CANTON, MI – Auto makers looking to shave every pound out of their vehicles in order to meet looming fuel-economy regulations are increasingly turning to hydroforming, a process that just a few years ago was relegated to niche use.
Tim McCaughey, president and CEO of Schuler, a leading supplier of metal-forming systems and technologies, tells WardsAuto in an interview here, “Today there are (hydroforming) applications for body-in-white in B-pillars and roof applications, where there were none before.
“So that’s immediate growth,” he says. “Whether we’ll find a hydroformed B-pillar in every vehicle line in the future, I doubt it. But every (auto maker) has the opportunity to consider this technology.”

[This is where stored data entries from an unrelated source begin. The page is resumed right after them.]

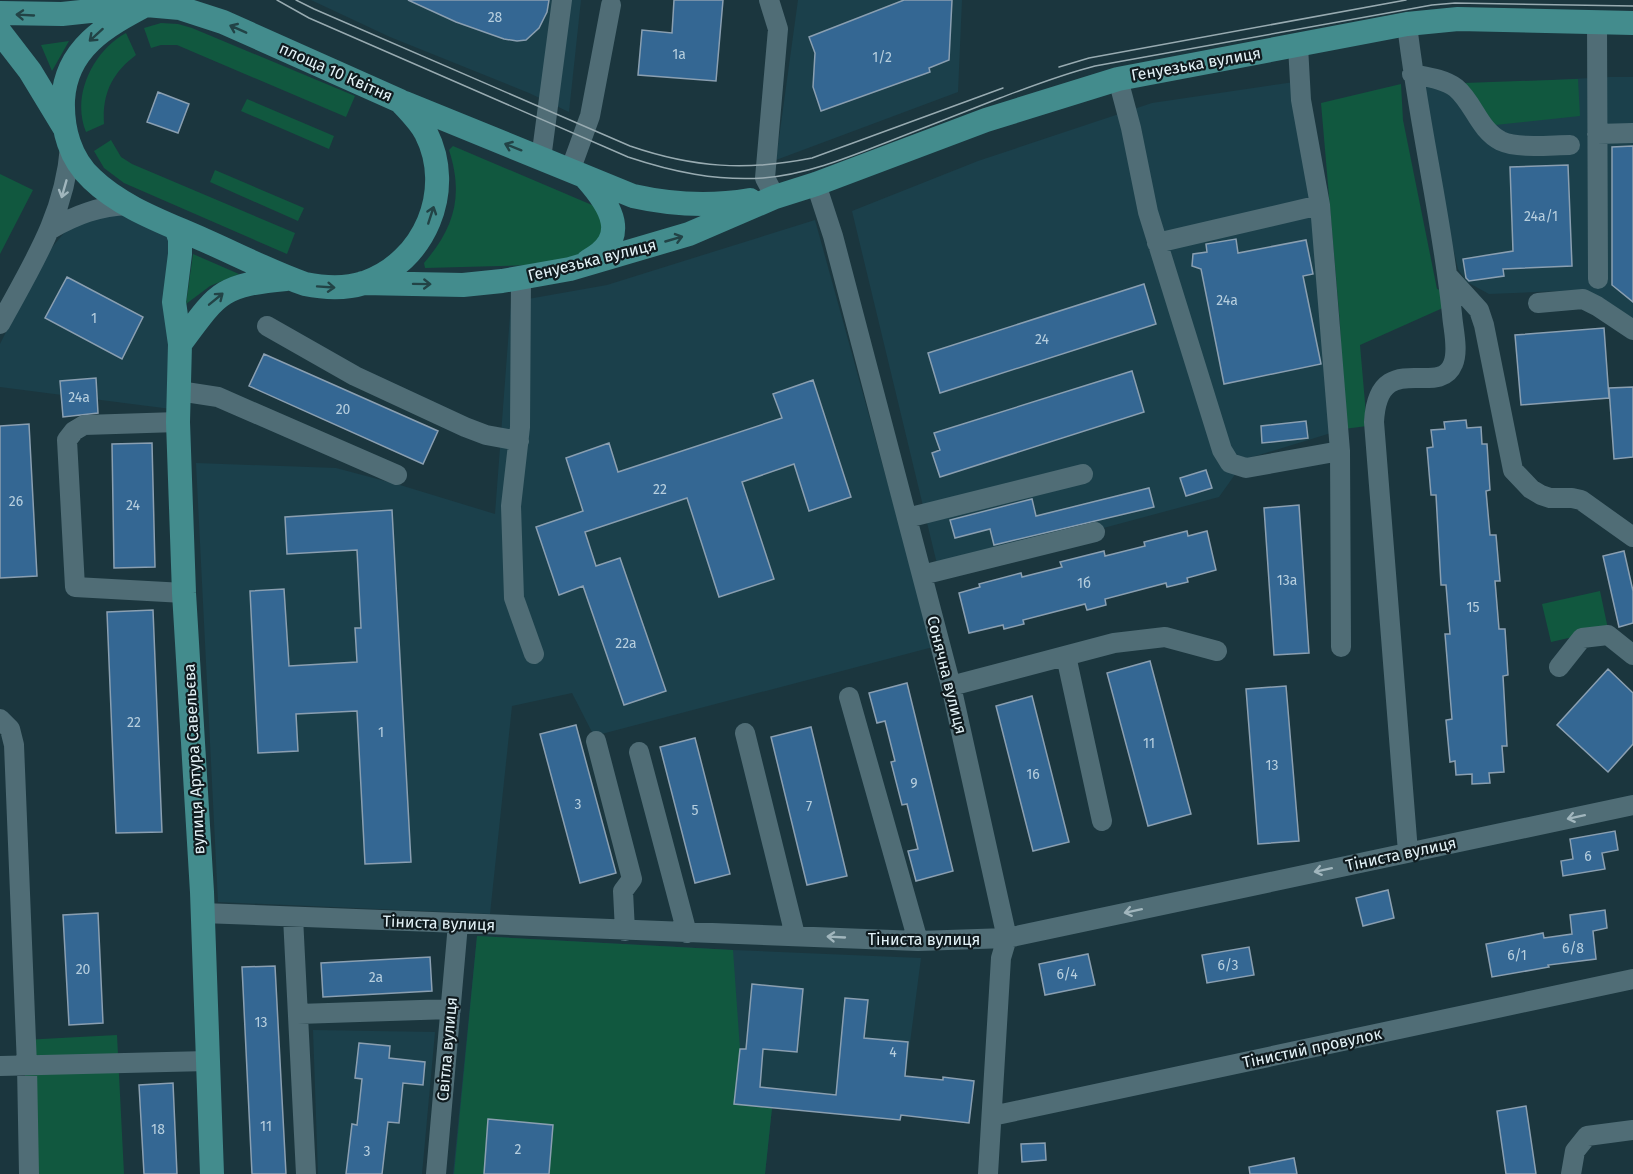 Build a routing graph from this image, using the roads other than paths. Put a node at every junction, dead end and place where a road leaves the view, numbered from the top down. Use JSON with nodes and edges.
{"nodes":[{"id":1,"x":562,"y":0,"type":"edge"},
{"id":2,"x":769,"y":0,"type":"edge"},
{"id":3,"x":180,"y":4,"type":"edge"},
{"id":4,"x":146,"y":5,"type":"junction"},
{"id":5,"x":611,"y":5,"type":"dead end"},
{"id":6,"x":0,"y":13,"type":"edge"},
{"id":7,"x":1597,"y":22,"type":"junction"},
{"id":8,"x":1633,"y":23,"type":"edge"},
{"id":9,"x":1407,"y":24,"type":"junction"},
{"id":10,"x":0,"y":32,"type":"edge"},
{"id":11,"x":1298,"y":46,"type":"junction"},
{"id":12,"x":1412,"y":74,"type":"junction"},
{"id":13,"x":1118,"y":79,"type":"junction"},
{"id":14,"x":400,"y":101,"type":"junction"},
{"id":15,"x":1633,"y":133,"type":"edge"},
{"id":16,"x":1597,"y":134,"type":"junction"},
{"id":17,"x":67,"y":138,"type":"junction"},
{"id":18,"x":1570,"y":145,"type":"dead end"},
{"id":19,"x":541,"y":159,"type":"junction"},
{"id":20,"x":578,"y":175,"type":"junction"},
{"id":21,"x":816,"y":184,"type":"junction"},
{"id":22,"x":775,"y":197,"type":"junction"},
{"id":23,"x":128,"y":205,"type":"junction"},
{"id":24,"x":1320,"y":205,"type":"junction"},
{"id":25,"x":176,"y":228,"type":"junction"},
{"id":26,"x":51,"y":229,"type":"junction"},
{"id":27,"x":1157,"y":243,"type":"junction"},
{"id":28,"x":570,"y":269,"type":"junction"},
{"id":29,"x":1448,"y":276,"type":"junction"},
{"id":30,"x":288,"y":278,"type":"junction"},
{"id":31,"x":521,"y":278,"type":"junction"},
{"id":32,"x":1598,"y":279,"type":"dead end"},
{"id":33,"x":363,"y":283,"type":"junction"},
{"id":34,"x":1538,"y":303,"type":"dead end"},
{"id":35,"x":0,"y":324,"type":"edge"},
{"id":36,"x":267,"y":326,"type":"dead end"},
{"id":37,"x":1633,"y":330,"type":"edge"},
{"id":38,"x":180,"y":344,"type":"junction"},
{"id":39,"x":179,"y":391,"type":"junction"},
{"id":40,"x":178,"y":422,"type":"junction"},
{"id":41,"x":519,"y":441,"type":"junction"},
{"id":42,"x":1340,"y":451,"type":"junction"},
{"id":43,"x":1083,"y":474,"type":"dead end"},
{"id":44,"x":397,"y":475,"type":"dead end"},
{"id":45,"x":907,"y":518,"type":"junction"},
{"id":46,"x":1095,"y":532,"type":"dead end"},
{"id":47,"x":1633,"y":537,"type":"edge"},
{"id":48,"x":922,"y":575,"type":"junction"},
{"id":49,"x":184,"y":593,"type":"junction"},
{"id":50,"x":1341,"y":647,"type":"dead end"},
{"id":51,"x":1217,"y":651,"type":"dead end"},
{"id":52,"x":534,"y":654,"type":"dead end"},
{"id":53,"x":1633,"y":655,"type":"edge"},
{"id":54,"x":1066,"y":656,"type":"junction"},
{"id":55,"x":1560,"y":667,"type":"dead end"},
{"id":56,"x":951,"y":686,"type":"junction"},
{"id":57,"x":849,"y":698,"type":"dead end"},
{"id":58,"x":0,"y":719,"type":"edge"},
{"id":59,"x":745,"y":733,"type":"dead end"},
{"id":60,"x":596,"y":741,"type":"dead end"},
{"id":61,"x":639,"y":752,"type":"dead end"},
{"id":62,"x":1633,"y":805,"type":"edge"},
{"id":63,"x":1102,"y":821,"type":"dead end"},
{"id":64,"x":1408,"y":852,"type":"junction"},
{"id":65,"x":202,"y":913,"type":"junction"},
{"id":66,"x":292,"y":917,"type":"junction"},
{"id":67,"x":458,"y":924,"type":"junction"},
{"id":68,"x":625,"y":931,"type":"junction"},
{"id":69,"x":687,"y":933,"type":"junction"},
{"id":70,"x":795,"y":935,"type":"junction"},
{"id":71,"x":1007,"y":938,"type":"junction"},
{"id":72,"x":918,"y":941,"type":"junction"},
{"id":73,"x":1633,"y":979,"type":"edge"},
{"id":74,"x":451,"y":1009,"type":"junction"},
{"id":75,"x":298,"y":1014,"type":"junction"},
{"id":76,"x":208,"y":1060,"type":"junction"},
{"id":77,"x":0,"y":1066,"type":"edge"},
{"id":78,"x":27,"y":1066,"type":"junction"},
{"id":79,"x":992,"y":1116,"type":"junction"},
{"id":80,"x":1633,"y":1130,"type":"edge"},
{"id":81,"x":28,"y":1174,"type":"edge"},
{"id":82,"x":212,"y":1174,"type":"edge"},
{"id":83,"x":306,"y":1174,"type":"edge"},
{"id":84,"x":436,"y":1174,"type":"edge"},
{"id":85,"x":987,"y":1174,"type":"edge"},
{"id":86,"x":1571,"y":1174,"type":"edge"}],
"edges":[{"from":1,"to":19,"type":"street"},
{"from":2,"to":22,"type":"street"},
{"from":3,"to":4,"type":"main road","name":"площа 10 Квітня"},
{"from":14,"to":3,"type":"main road","name":"площа 10 Квітня","one_way":true},
{"from":4,"to":6,"type":"main road","name":"площа 10 Квітня","one_way":true},
{"from":4,"to":17,"type":"main road","one_way":true},
{"from":5,"to":20,"type":"street"},
{"from":7,"to":8,"type":"main road","name":"Генуезька вулиця"},
{"from":7,"to":9,"type":"main road","name":"Генуезька вулиця"},
{"from":7,"to":16,"type":"street"},
{"from":9,"to":11,"type":"main road","name":"Генуезька вулиця"},
{"from":9,"to":12,"type":"street"},
{"from":10,"to":17,"type":"main road","name":"площа 10 Квітня"},
{"from":11,"to":13,"type":"main road","name":"Генуезька вулиця"},
{"from":11,"to":24,"type":"street"},
{"from":12,"to":18,"type":"street"},
{"from":12,"to":29,"type":"street"},
{"from":13,"to":21,"type":"main road","name":"Генуезька вулиця"},
{"from":13,"to":27,"type":"street"},
{"from":19,"to":14,"type":"main road","name":"Генуезька вулиця","one_way":true},
{"from":33,"to":14,"type":"main road","name":"площа 10 Квітня","one_way":true},
{"from":15,"to":16,"type":"street"},
{"from":16,"to":32,"type":"street"},
{"from":17,"to":23,"type":"main road","name":"площа 10 Квітня"},
{"from":17,"to":26,"type":"street","one_way":true},
{"from":19,"to":20,"type":"main road","name":"Генуезька вулиця"},
{"from":20,"to":22,"type":"main road","name":"Генуезька вулиця"},
{"from":20,"to":28,"type":"main road"},
{"from":21,"to":22,"type":"main road","name":"Генуезька вулиця"},
{"from":21,"to":45,"type":"street","name":"Сонячна вулиця"},
{"from":28,"to":22,"type":"main road","name":"Генуезька вулиця","one_way":true},
{"from":23,"to":25,"type":"main road","name":"площа 10 Квітня"},
{"from":23,"to":26,"type":"street"},
{"from":24,"to":27,"type":"street"},
{"from":24,"to":42,"type":"street"},
{"from":25,"to":30,"type":"main road","name":"площа 10 Квітня"},
{"from":25,"to":38,"type":"main road","name":"вулиця Артура Савельєва"},
{"from":26,"to":35,"type":"street"},
{"from":27,"to":42,"type":"street"},
{"from":28,"to":31,"type":"main road","name":"Генуезька вулиця"},
{"from":29,"to":47,"type":"street"},
{"from":29,"to":64,"type":"street"},
{"from":30,"to":33,"type":"main road","name":"площа 10 Квітня","one_way":true},
{"from":38,"to":30,"type":"main road","one_way":true},
{"from":33,"to":31,"type":"main road","name":"Генуезька вулиця","one_way":true},
{"from":31,"to":41,"type":"street"},
{"from":34,"to":37,"type":"street"},
{"from":36,"to":41,"type":"street"},
{"from":38,"to":39,"type":"main road","name":"вулиця Артура Савельєва"},
{"from":39,"to":40,"type":"main road","name":"вулиця Артура Савельєва"},
{"from":39,"to":44,"type":"street"},
{"from":40,"to":49,"type":"main road","name":"вулиця Артура Савельєва"},
{"from":40,"to":49,"type":"street"},
{"from":41,"to":52,"type":"street"},
{"from":42,"to":50,"type":"street"},
{"from":43,"to":45,"type":"street"},
{"from":45,"to":48,"type":"street","name":"Сонячна вулиця"},
{"from":46,"to":48,"type":"street"},
{"from":48,"to":56,"type":"street","name":"Сонячна вулиця"},
{"from":49,"to":65,"type":"main road","name":"вулиця Артура Савельєва"},
{"from":51,"to":54,"type":"street"},
{"from":53,"to":55,"type":"street"},
{"from":54,"to":56,"type":"street"},
{"from":54,"to":63,"type":"street"},
{"from":56,"to":71,"type":"street","name":"Сонячна вулиця"},
{"from":57,"to":72,"type":"street"},
{"from":58,"to":78,"type":"street"},
{"from":59,"to":70,"type":"street"},
{"from":60,"to":68,"type":"street"},
{"from":61,"to":69,"type":"street"},
{"from":62,"to":64,"type":"street","name":"Тіниста вулиця","one_way":true},
{"from":64,"to":71,"type":"street","name":"Тіниста вулиця","one_way":true},
{"from":65,"to":66,"type":"street","name":"Тіниста вулиця"},
{"from":65,"to":76,"type":"main road","name":"вулиця Артура Савельєва"},
{"from":66,"to":67,"type":"street","name":"Тіниста вулиця"},
{"from":66,"to":75,"type":"street"},
{"from":67,"to":68,"type":"street","name":"Тіниста вулиця"},
{"from":67,"to":74,"type":"street","name":"Світла вулиця"},
{"from":68,"to":69,"type":"street","name":"Тіниста вулиця"},
{"from":69,"to":70,"type":"street","name":"Тіниста вулиця"},
{"from":72,"to":70,"type":"street","name":"Тіниста вулиця","one_way":true},
{"from":71,"to":72,"type":"street","name":"Тіниста вулиця"},
{"from":71,"to":79,"type":"street","name":"Сонячна вулиця"},
{"from":73,"to":79,"type":"street","name":"Тінистий провулок"},
{"from":74,"to":75,"type":"street"},
{"from":74,"to":84,"type":"street","name":"Світла вулиця"},
{"from":75,"to":83,"type":"street"},
{"from":76,"to":78,"type":"street"},
{"from":76,"to":82,"type":"main road","name":"вулиця Артура Савельєва"},
{"from":77,"to":78,"type":"street"},
{"from":78,"to":81,"type":"street"},
{"from":79,"to":85,"type":"street","name":"Сонячна вулиця"},
{"from":80,"to":86,"type":"street"}]}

Hydroforming’s origins are in the plumbing industry, where highly pressurized water is injected into pipes to create different shapes. The automotive industry has adapted the process to create intricately shaped molds that in turn are used in producing dies.
Auto makers and Tier 1 suppliers have been experimenting with hydroforming with a variety of materials, including high-strength steels and aluminum. The materials are run through numerous virtual tests to see if their properties are suitable for the process.
Ultra-high-strength steel recently has been added to the mix. Ford, for example, used hydroformed DP 1000, a dual-phase ultra-high-strength steel, for the A- and B-pillars and roof rail for the all-new ’13 Fusion midsize sedan.
By using hydroformed steel tubes for the pillars and rail, the auto maker says it shaved 9.2 lbs. (4.2 kg) off the Fusion body-in-white, leading to improved fuel economy and reduced emissions.
Hydroforming also led to lower development costs for Ford, McCaughey says.
By eliminating the need for multi-piece pillars and rail, the technology allowed Ford to fabricate a single die that can be used anywhere in the world the Fusion, or its Mondeo twin, are built.
Schuler utilizes a process for developing an upgradeable die, eliminating the need for prototype and production dies, further cutting costs. There also is less scrappage than with traditional stamping techniques, which can have low material-utilization rates that inflate project costs.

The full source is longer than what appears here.